Probate can be obtained by an executor by filing a Petition for probate in the High Courts of Bombay, Madras and Calcutta or in the District Courts as per the rules framed by the respective Courts.

Once the probate of a will is granted, it establishes the will from the death of the testator and renders valid all intermediate acts of the executors as such (see Section 227 of the Indian Succession Act, 1925). The executor derives his title under the will and all the properties of the testator vest in him immediately on the death of the testator. On grant of the probate, all the intermediate acts of the executor in connection with the estate are validated.

The probate is granted in the case of a will. The probate once granted, will be in respect of all the assets viz., all the movable and immovable properties and all liabilities of the deceased wherever situated. Whereas the succession certificate is granted only in respect of debt and securities. If a person has left a will which contains the administration of only debt and securities, it will be necessary to obtain the probate and not a succession certificate. The grant of a certificate does not establish the title of the ‘grantee as the heir of the deceased but only furnishes him with the authority to collect the debts and allow the debtors to make payments to him without incurring any risk. The certificate only authorizes the grantee to collect the debts but it does not even establish the right of the grantee to the debts, nor does it entitle the holder thereof to recover possession of properties either movable or immovable.

It is not possible to obtain a probate and a succession certificate in respect of part of the estate. Once the testator executes, the will even in respect of debts and securities, the executor will have to obtain the probate in respect of the entire estate of the deceased and not the succession certificate. The succession certificate can be granted only in the case of a person dying intestate (without leaving the will) leaving only debts and securities.

It is very difficult to answer the aforesaid question as to the time to be taken for obtaining probate. It will also depend upon whether the will is contested or not; if contested, the same will be converted Plato a suit and thereafter it will take a longer time. In case of non-contested, wills on completing the procedure laid down under section 276 of the Indian Succession Act, 1925 read with rules framed by the High Courts and District Courts, the probate can be granted by the competent courts.

The procedure followed in the city of Mumbai as per section 276 of the Indian Succession Act, 1025 and is read with the High Court rules. However, in other parts of the state the-District Court may lay down different or less cumbersome procedures. However, the District Courts are within the jurisdiction of the High Court and therefore normally they follow the procedure laid down by the High Court. The Indian Succession Act, 1925 being the Central Act, the High Courts and District Courts are bound to follow the provision of the said Act.
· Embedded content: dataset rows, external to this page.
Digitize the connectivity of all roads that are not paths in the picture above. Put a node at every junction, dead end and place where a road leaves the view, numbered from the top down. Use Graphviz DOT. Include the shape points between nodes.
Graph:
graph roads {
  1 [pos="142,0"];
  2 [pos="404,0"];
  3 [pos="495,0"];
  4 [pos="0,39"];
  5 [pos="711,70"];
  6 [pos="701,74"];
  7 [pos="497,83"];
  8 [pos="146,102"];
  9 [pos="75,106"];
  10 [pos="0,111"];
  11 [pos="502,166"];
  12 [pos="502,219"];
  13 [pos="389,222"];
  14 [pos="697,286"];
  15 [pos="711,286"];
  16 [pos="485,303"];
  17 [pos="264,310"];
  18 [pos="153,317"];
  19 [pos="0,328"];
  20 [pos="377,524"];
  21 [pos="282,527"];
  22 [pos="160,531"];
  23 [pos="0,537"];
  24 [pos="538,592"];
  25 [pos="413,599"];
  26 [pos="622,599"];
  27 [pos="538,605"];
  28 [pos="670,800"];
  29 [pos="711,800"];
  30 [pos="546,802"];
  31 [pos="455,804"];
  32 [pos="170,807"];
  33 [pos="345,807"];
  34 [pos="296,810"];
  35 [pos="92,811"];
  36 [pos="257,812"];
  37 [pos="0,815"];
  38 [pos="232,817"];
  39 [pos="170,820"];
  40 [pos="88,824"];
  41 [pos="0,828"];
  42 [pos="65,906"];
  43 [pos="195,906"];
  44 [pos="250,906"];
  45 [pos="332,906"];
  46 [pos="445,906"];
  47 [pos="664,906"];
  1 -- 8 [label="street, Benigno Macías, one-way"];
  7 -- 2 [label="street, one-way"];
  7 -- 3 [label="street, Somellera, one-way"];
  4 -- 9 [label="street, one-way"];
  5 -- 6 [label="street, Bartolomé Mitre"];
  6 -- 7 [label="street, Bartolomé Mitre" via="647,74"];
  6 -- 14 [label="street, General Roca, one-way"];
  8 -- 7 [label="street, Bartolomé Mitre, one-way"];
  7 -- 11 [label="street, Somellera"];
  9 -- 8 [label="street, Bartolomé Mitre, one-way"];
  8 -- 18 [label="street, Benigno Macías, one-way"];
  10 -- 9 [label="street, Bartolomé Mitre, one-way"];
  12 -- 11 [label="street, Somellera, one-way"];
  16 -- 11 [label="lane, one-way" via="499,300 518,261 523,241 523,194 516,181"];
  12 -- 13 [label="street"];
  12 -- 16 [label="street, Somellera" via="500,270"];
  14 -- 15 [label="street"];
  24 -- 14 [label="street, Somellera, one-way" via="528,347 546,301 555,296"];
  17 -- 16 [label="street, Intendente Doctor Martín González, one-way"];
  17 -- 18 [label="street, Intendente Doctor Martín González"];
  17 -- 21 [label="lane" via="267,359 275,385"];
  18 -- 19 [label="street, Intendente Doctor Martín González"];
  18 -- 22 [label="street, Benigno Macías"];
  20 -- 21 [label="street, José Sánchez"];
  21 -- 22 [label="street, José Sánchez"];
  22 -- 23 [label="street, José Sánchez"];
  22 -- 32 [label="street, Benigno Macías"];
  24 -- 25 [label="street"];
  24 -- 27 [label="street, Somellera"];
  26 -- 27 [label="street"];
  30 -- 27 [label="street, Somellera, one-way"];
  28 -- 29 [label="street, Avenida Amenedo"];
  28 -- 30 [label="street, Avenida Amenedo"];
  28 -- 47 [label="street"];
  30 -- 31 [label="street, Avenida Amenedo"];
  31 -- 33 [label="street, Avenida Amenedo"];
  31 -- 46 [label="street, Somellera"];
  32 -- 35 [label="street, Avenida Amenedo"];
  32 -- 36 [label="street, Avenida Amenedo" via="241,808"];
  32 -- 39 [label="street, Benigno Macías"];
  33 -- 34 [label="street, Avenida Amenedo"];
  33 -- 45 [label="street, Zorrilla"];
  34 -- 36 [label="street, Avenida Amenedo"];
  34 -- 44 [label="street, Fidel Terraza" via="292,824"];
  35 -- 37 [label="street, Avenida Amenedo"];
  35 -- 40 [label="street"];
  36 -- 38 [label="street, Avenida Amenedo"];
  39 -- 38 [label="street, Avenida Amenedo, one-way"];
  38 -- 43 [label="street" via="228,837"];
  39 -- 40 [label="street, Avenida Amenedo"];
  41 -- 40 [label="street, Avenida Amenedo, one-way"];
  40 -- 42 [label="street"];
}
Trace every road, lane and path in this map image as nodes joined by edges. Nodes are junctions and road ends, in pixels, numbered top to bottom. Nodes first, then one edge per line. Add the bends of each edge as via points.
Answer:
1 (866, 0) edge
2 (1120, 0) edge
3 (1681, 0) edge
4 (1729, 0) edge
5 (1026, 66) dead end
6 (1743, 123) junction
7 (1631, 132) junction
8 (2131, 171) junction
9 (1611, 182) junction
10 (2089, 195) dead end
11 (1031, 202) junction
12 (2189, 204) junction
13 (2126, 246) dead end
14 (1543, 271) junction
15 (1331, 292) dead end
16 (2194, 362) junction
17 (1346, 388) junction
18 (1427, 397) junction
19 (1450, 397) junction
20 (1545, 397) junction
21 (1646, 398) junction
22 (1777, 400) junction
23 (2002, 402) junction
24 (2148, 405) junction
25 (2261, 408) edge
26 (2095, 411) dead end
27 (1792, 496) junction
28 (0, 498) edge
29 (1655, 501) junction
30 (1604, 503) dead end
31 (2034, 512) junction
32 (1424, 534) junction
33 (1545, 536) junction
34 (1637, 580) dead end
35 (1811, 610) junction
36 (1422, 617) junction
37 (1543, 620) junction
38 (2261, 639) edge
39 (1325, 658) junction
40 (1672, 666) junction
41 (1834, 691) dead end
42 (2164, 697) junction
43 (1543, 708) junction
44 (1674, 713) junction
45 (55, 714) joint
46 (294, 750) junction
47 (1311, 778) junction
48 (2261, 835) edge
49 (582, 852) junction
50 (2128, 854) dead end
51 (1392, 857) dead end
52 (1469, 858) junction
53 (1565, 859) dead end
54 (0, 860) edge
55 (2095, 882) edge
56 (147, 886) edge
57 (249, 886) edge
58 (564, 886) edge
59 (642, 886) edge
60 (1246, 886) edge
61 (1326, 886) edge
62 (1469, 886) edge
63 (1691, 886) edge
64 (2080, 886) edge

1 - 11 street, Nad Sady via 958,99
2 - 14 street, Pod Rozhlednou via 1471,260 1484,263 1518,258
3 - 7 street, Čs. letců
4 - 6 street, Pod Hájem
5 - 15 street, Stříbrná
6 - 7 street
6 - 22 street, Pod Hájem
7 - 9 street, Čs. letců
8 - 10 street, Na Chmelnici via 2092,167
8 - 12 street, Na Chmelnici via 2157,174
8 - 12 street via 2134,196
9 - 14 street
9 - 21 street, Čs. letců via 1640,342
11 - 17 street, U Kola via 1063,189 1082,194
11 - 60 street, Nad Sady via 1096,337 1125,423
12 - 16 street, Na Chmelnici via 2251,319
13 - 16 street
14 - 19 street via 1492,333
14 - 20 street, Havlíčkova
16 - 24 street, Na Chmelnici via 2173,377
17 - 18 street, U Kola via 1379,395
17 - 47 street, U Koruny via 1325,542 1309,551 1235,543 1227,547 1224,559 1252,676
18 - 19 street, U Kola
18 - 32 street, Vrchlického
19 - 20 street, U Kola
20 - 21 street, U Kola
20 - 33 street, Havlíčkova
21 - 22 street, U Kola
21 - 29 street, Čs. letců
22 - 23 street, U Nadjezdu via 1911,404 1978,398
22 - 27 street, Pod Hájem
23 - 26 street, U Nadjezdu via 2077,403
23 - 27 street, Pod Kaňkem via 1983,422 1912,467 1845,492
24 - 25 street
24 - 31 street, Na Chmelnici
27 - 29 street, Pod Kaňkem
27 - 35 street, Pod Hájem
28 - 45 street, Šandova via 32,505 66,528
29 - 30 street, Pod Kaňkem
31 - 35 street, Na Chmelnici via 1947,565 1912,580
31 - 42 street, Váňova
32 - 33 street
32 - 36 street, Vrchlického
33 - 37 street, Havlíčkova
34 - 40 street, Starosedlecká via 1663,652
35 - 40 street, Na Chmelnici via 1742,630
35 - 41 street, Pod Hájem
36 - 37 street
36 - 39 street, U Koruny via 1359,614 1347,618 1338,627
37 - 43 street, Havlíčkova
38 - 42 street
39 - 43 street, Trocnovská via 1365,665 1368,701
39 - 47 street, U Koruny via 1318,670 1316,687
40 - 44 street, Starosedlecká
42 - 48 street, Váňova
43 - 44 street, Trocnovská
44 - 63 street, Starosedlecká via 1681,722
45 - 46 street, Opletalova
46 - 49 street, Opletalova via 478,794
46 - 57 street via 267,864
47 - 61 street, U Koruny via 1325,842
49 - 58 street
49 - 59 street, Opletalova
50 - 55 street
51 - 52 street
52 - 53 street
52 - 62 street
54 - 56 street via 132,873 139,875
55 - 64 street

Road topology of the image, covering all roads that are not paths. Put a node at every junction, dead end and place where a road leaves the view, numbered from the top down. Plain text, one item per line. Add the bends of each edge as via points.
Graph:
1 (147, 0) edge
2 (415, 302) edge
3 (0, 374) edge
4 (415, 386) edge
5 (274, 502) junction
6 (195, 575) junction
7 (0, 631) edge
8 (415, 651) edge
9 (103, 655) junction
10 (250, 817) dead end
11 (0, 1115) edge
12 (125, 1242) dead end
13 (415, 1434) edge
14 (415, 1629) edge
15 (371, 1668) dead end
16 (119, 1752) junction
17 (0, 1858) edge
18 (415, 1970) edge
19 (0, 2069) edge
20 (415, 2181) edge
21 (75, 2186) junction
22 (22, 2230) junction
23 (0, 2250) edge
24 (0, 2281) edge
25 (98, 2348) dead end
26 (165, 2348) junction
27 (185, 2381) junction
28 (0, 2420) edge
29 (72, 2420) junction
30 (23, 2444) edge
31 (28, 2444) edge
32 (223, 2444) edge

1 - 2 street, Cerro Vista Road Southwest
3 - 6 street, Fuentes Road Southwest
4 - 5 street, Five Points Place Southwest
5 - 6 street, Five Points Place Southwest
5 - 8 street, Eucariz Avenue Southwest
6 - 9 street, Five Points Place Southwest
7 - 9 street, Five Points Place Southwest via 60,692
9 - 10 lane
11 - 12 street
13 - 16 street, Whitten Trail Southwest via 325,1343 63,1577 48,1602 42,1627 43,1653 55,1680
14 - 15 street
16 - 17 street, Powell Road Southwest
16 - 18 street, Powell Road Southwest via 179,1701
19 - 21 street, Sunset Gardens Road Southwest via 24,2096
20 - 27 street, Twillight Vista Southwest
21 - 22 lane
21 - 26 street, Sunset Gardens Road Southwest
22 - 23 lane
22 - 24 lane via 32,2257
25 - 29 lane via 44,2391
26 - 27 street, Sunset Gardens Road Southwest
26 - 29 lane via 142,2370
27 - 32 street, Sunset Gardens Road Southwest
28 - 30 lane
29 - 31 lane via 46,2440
However, the High Courts and the District Courts may make certain Rules for procedural purposes and the implementation of the provisions of the Act.

5. Dénouement

In this article, a few aspects such as types of Wills, Amendments to a Will and giving effect to a Will are covered. The series of articles which is proposed to be written on the law governing Wills is aimed to cover, aspects such as Intestate succession, Will of Non-residents, Income-tax implications, implications of the law of evidence and other relevant aspects.